Calculate how many lines of the data hold "Travessa". The answer consists of that number only.
※ ※ ※
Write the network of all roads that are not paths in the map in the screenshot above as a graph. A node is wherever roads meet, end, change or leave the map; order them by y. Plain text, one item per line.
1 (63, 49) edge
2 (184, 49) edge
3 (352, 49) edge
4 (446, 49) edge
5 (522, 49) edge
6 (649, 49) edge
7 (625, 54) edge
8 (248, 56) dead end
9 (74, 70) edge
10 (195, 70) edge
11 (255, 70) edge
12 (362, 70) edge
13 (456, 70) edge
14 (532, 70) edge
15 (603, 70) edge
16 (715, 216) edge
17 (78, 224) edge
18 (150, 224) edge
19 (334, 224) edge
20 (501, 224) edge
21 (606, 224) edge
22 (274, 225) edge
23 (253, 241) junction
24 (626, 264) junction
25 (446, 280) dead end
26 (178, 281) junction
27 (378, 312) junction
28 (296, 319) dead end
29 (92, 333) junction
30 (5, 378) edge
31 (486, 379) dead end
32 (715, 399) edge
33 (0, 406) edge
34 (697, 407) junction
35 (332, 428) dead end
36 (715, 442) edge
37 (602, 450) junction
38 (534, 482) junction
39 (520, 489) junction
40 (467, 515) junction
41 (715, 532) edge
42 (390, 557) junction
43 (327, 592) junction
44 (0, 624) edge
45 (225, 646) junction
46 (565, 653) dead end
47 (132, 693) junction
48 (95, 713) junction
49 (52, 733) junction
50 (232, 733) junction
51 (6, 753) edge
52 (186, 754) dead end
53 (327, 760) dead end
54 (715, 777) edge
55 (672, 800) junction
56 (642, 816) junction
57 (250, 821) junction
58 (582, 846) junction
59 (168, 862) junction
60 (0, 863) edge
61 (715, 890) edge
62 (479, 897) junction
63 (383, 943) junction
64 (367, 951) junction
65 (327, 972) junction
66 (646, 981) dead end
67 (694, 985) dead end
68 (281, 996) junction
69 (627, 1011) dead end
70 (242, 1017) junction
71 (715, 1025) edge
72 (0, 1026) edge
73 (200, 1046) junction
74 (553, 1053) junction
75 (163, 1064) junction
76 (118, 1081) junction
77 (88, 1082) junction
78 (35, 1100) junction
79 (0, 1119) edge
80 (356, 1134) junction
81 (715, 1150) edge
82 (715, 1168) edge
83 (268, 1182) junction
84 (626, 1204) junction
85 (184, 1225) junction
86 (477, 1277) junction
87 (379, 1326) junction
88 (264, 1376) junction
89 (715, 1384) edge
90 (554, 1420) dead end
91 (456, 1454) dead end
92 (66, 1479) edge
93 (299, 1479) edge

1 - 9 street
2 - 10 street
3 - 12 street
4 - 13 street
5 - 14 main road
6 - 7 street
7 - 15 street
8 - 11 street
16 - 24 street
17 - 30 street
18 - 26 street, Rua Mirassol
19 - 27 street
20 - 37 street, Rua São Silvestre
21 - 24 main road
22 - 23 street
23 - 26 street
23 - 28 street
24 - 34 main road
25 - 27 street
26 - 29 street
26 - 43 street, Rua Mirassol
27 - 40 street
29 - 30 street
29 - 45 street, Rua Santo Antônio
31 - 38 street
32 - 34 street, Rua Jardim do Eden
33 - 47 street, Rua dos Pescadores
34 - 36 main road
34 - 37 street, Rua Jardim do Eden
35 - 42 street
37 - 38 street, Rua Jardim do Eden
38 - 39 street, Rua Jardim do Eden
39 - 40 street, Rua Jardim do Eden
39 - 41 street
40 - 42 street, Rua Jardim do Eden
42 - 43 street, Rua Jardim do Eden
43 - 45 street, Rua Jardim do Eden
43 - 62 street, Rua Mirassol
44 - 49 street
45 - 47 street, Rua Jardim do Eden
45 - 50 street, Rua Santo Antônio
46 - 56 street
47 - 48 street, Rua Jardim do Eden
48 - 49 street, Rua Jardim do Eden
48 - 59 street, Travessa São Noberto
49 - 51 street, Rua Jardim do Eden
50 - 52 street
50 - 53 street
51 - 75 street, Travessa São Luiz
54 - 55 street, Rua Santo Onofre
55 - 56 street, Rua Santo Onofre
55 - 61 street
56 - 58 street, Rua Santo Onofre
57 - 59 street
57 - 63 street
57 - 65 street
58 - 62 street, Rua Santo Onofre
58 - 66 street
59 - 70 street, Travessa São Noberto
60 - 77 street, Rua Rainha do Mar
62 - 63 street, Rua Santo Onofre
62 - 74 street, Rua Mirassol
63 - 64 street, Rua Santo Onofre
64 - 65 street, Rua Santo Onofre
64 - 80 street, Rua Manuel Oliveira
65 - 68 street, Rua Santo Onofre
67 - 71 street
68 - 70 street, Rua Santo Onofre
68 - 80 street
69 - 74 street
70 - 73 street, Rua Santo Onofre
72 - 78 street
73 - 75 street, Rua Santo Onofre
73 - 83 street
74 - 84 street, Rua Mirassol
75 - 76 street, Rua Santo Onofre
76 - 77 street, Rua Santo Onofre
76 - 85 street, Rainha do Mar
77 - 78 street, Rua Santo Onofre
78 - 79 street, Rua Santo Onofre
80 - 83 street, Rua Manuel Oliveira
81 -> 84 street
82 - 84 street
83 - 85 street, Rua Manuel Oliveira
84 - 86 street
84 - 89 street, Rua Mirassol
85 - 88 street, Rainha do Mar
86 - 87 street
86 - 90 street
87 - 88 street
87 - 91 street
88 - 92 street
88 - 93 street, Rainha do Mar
※ ※ ※
◆ **EXERCISE RESPONSE**
3